Data Engineering in Microsoft Fabric: Part 4 – Orchestration

May 21, 2024

Data orchestration is an automated way to manage and organize data from different sources, making it ready for analysis. It’s also known as data pipeline orchestration or data workflow orchestration.

This process covers many parts of data management, such as ensuring data quality, adhering to data governance rules, and automating various tasks. It also involves moving and transforming data through operations like ETL (Extract, Transform, Load). Data orchestration helps organizations use their data effectively by giving them a single view for analysis, reporting, and decision-making.
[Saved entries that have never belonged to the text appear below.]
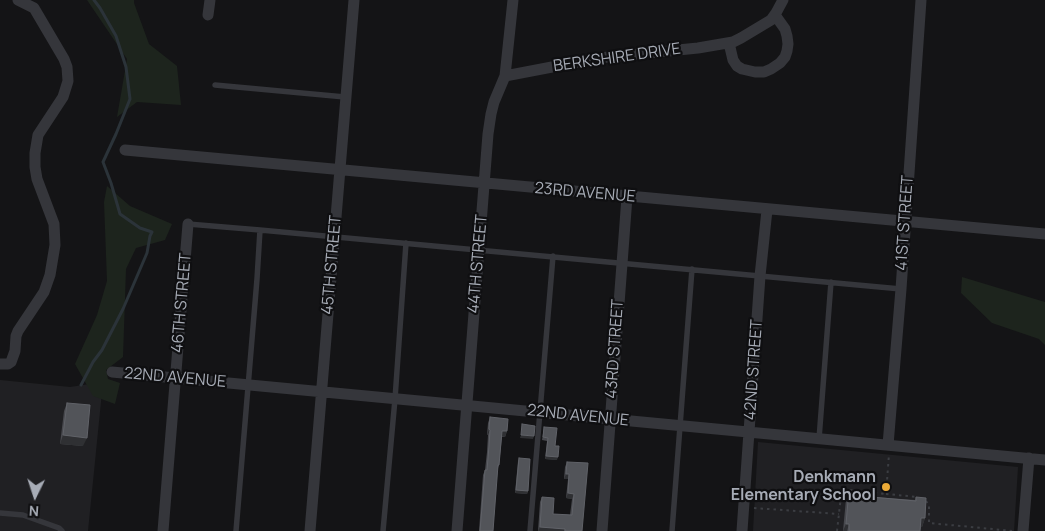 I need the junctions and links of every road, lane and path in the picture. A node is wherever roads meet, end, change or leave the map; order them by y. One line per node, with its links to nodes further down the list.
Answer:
1 (18, 0): 31 (street)
2 (210, 0): 7 (street)
3 (354, 0): 12 (street, 45TH STREET)
4 (513, 0): 10 (street, 44TH STREET)
5 (783, 0): 8 (street, BERKSHIRE DRIVE)
6 (921, 0): 18 (street, 41ST STREET)
7 (208, 15)
8 (775, 15): 9 (street, BERKSHIRE DRIVE); 9 (street)
9 (729, 43): 10 (street, BERKSHIRE DRIVE)
10 (505, 76): 15 (street, 44TH STREET)
11 (214, 85): 12 (lane)
12 (345, 97): 14 (street, 45TH STREET)
13 (125, 150): 14 (street, 23RD AVENUE)
14 (340, 170): 15 (street, 23RD AVENUE); 22 (street, 45TH STREET)
15 (485, 183): 16 (street, 23RD AVENUE); 24 (street, 44TH STREET)
16 (627, 197): 17 (street, 23RD AVENUE); 26 (street, 43RD STREET)
17 (767, 210): 18 (street, 23RD AVENUE); 28 (street, 42ND STREET)
18 (905, 222): 21 (street, 23RD AVENUE); 30 (street, 41ST STREET)
19 (188, 224): 20 (lane); 33 (street, 46TH STREET)
20 (260, 230): 22 (lane); 34 (lane)
21 (1045, 234)
22 (334, 237): 23 (lane); 35 (street, 45TH STREET)
23 (406, 243): 24 (lane); 36 (lane)
24 (479, 250): 25 (lane); 37 (street, 44TH STREET)
25 (553, 256): 26 (lane); 38 (lane)
26 (621, 262): 27 (lane); 39 (street, 43RD STREET)
27 (692, 269): 28 (lane); 40 (lane)
28 (760, 276): 29 (lane); 41 (street, 42ND STREET)
29 (831, 282): 30 (lane); 42 (lane)
30 (900, 288): 43 (street, 41ST STREET)
31 (0, 364)
32 (112, 372): 33 (street, 22ND AVENUE)
33 (176, 378): 34 (street, 22ND AVENUE); 51 (street, 46TH STREET)
34 (248, 385): 35 (street, 22ND AVENUE); 52 (lane)
35 (321, 392): 36 (street, 22ND AVENUE); 53 (street, 45TH STREET)
36 (395, 399): 37 (street, 22ND AVENUE); 54 (lane)
37 (466, 405): 38 (street, 22ND AVENUE); 55 (street, 44TH STREET)
38 (539, 412): 39 (street, 22ND AVENUE); 56 (lane)
39 (610, 419): 40 (street, 22ND AVENUE); 57 (street, 43RD STREET)
40 (679, 426): 41 (street, 22ND AVENUE); 58 (lane)
41 (749, 432): 42 (street, 22ND AVENUE); 47 (street, 42ND STREET)
42 (819, 439): 43 (street, 22ND AVENUE)
43 (887, 445): 44 (street, 22ND AVENUE); 46 (path)
44 (1029, 458): 45 (street, 22ND AVENUE); 62 (street)
45 (1045, 460)
46 (886, 494): 49 (path); 61 (path)
47 (744, 506): 49 (path); 59 (street, 42ND STREET)
48 (0, 513): 50 (lane)
49 (839, 514): 60 (path)
50 (62, 531)
51 (163, 531)
52 (236, 531)
53 (310, 531)
54 (383, 531)
55 (456, 531)
56 (530, 531)
57 (602, 531)
58 (672, 531)
59 (742, 531)
60 (837, 531)
61 (1013, 531)
62 (1024, 531)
Depending on what they need, organizations might use several orchestration tools together.

Benefits of Data Orchestration

Integration of Data: Combines data from multiple sources, as part of the Extract, Transform, Load (ETL) process.
Automation and Efficiency: Uses automated tools and technologies to manage and coordinate data across different systems and applications, reducing the need for manual intervention and increasing efficiency.
Job Scheduling and Workflow Management: Schedules tasks, manages workflows, and handles dependencies among various jobs.

Demonstration: Creating a Pipeline Using Dataflow and Stored Procedure Activities in Microsoft Fabric

In this section, we will walk through the steps to create a data pipeline using Dataflow and Stored Procedure activities in Microsoft Fabric.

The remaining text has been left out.